Functions And Control Flow

Ave programs are Python functions compiled with the Ave JIT. Programs usually import the top-level package as avelang and the language package as al:

import avelang
import avelang.language as al

JIT Functions

@avelang.jit marks a Python function as an Ave JIT function. A JIT function can be launched as a GPU kernel, and it can also be called as a helper from another JIT function.

@avelang.jit
def axpy(
    a: al.i32,
    b: al.i32,
    n: al.i32,
    x: al.Tensor((32,), al.i32),
    y: al.Tensor((32,), al.i32),
):
    idx = al.block_id(0) * al.block_dim(0) + al.thread_id(0)
    if idx < n:
        y[idx] = a * x[idx] + b

Functions called from JIT code must also be decorated with @avelang.jit.
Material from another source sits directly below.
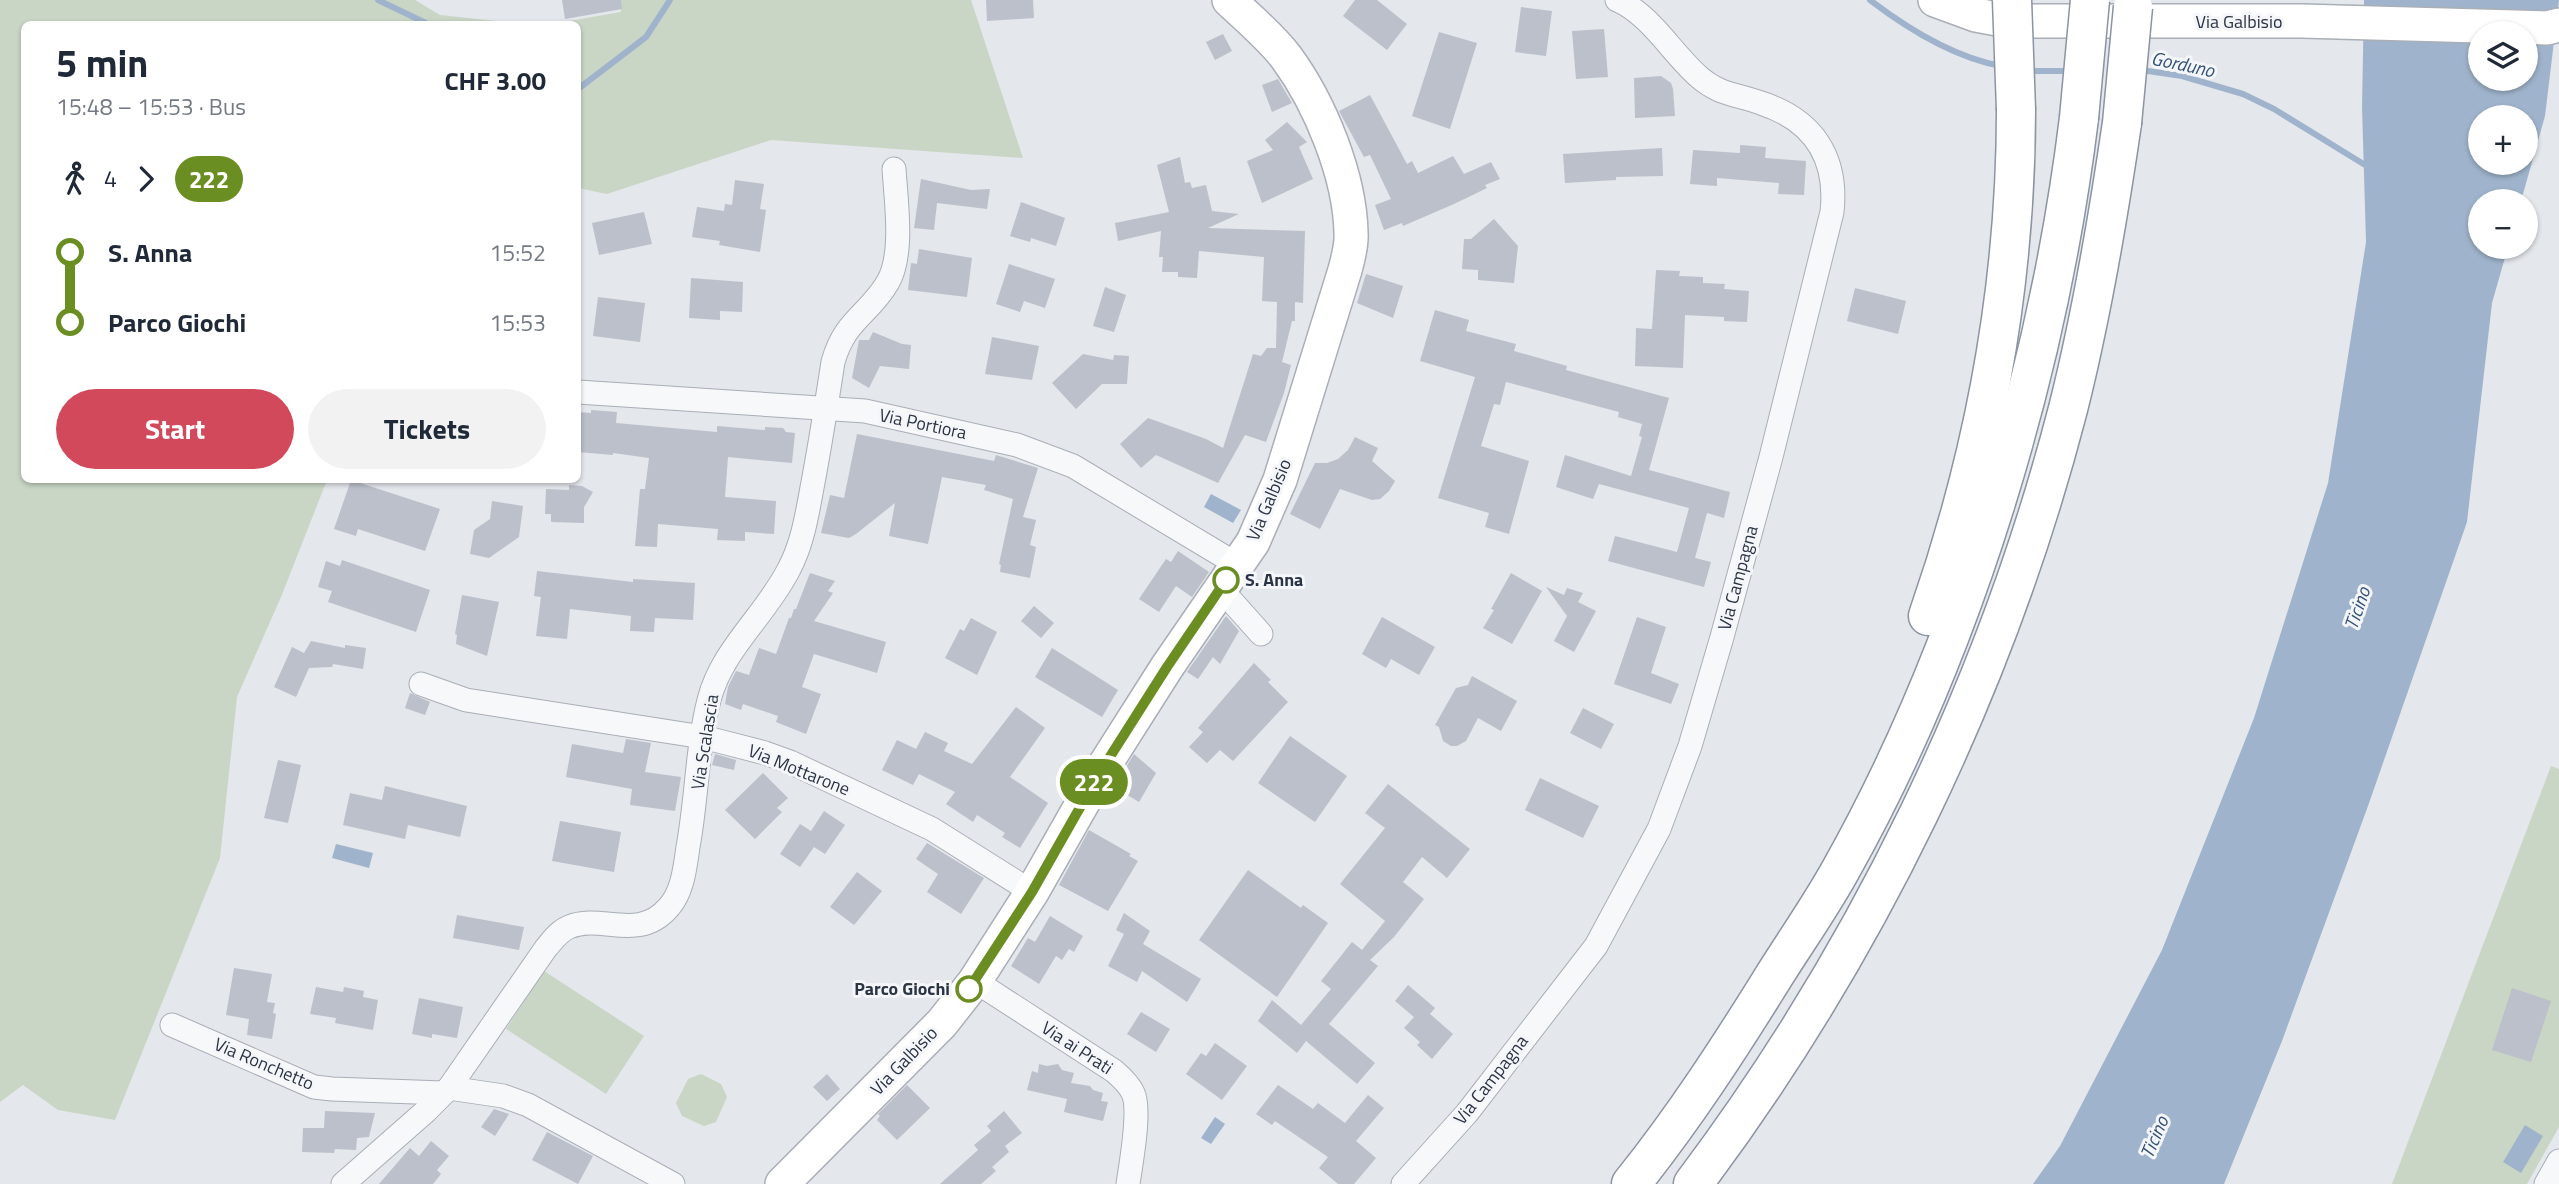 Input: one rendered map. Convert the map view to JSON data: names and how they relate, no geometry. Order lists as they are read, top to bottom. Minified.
{"streets":{"street":["Via Galbisio","Via Portiora","Via Campagna","Via Scalascia","Via Mottarone","Via ai Prati","Via Ronchetto"]},"crossings":[["Via Galbisio","Via Portiora"],["Via Galbisio","Via Mottarone"],["Via Galbisio","Via ai Prati"],["Via Portiora","Via Scalascia"],["Via Scalascia","Via Mottarone"],["Via Scalascia","Via Ronchetto"]],"water":["Gorduno","Ticino"],"places":["S. Anna","Parco Giochi"],"lines":["bus line 222"],"page":{"on_map":"222","map_buttons":["+","−"],"heading":["5 min","15:48 – 15:53 · Bus","CHF 3.00"],"legs":["4","222"],"list":[{"name":"S. Anna","value":"15:52"},{"name":"Parco Giochi","value":"15:53"}],"buttons":["Start","Tickets"]}}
JIT functions must be defined in a Python file so the compiler can recover stable source code.

Arguments

Function arguments use Ave type annotations. Scalar annotations such as al.i32 describe scalar values. al.Tensor(shape, type) describes tensor-like memory with a compile-time shape. al.Pointer(type) describes raw pointer arguments whose logical shape will be recovered inside the kernel. See Builtin Types for the type forms.

Launch

Launch a decorated kernel by providing grid and block dimensions. The launch provider returns ((grid_x, grid_y, grid_z), (block_x, block_y, block_z)).

axpy[lambda: ((1, 1, 1), (256, 1, 1))](a, b, n, x, y)

Backend options are passed as keyword arguments:

kernel[lambda: ((1, 1, 1), (256, 1, 1))](x, num_warps=8)

GPU Coordinates

Ave exposes GPU coordinates through al.block_id, al.thread_id, al.block_dim, and al.grid_dim. The dimension argument must be a constant integer 0, 1, or 2.

idx = al.block_id(0) * al.block_dim(0) + al.thread_id(0)

Conditionals

Ave uses Python if syntax for conditional execution. Conditions can depend on runtime values such as thread coordinates and problem sizes.

if idx < n:
    out[idx] = value

Conditionals lower to GPU control flow.

Loops

Use al.range for compiler-lowered loops.

for k in al.range(128):
    acc = acc + x[k]

Loop bounds may use supported runtime expressions:

for i in al.range((n + al.block_dim(0) - 1) // al.block_dim(0)):
    ...

Use al.constexpr for tile sizes, static shapes, and loop bounds that should be known during specialization. Specialization lets the compiler see static storage sizes and unroll-friendly bounds while still accepting runtime problem sizes.

Runtime Shapes

Generic kernels combine runtime problem sizes with specialization-time constants. Runtime sizes are passed as scalar arguments, while tile sizes are often passed as al.constexpr.

@avelang.jit
def matrix_kernel(
    A_ptr: al.Pointer(al.bf16),
    C_ptr: al.Pointer(al.f32),
    m: al.u32,
    k: al.u32,
    BLOCK_M: al.constexpr,
):
    ...

Launch-Time Tuning

The current tuning workflow is explicit. Choose launch geometry, specialize tile sizes, and pass backend options at launch.

for block in [64, 128, 256]:
    kernel[lambda block=block: ((1, 1, 1), (block, 1, 1))](
        x,
        n,
        BLOCK=block,
        num_warps=block // 32,
    )

Tunable inputs include grid and block dimensions, tile sizes passed as al.constexpr, layout shapes and strides, and backend options such as num_warps.

Python Subset

Ave parses a supported subset of Python source. Supported patterns include local variables, assignments, tuple values for shapes and launches, calls to compiler-registered language functions, calls to other JIT functions, and selected Python builtins such as range, len, int, float, min, and max.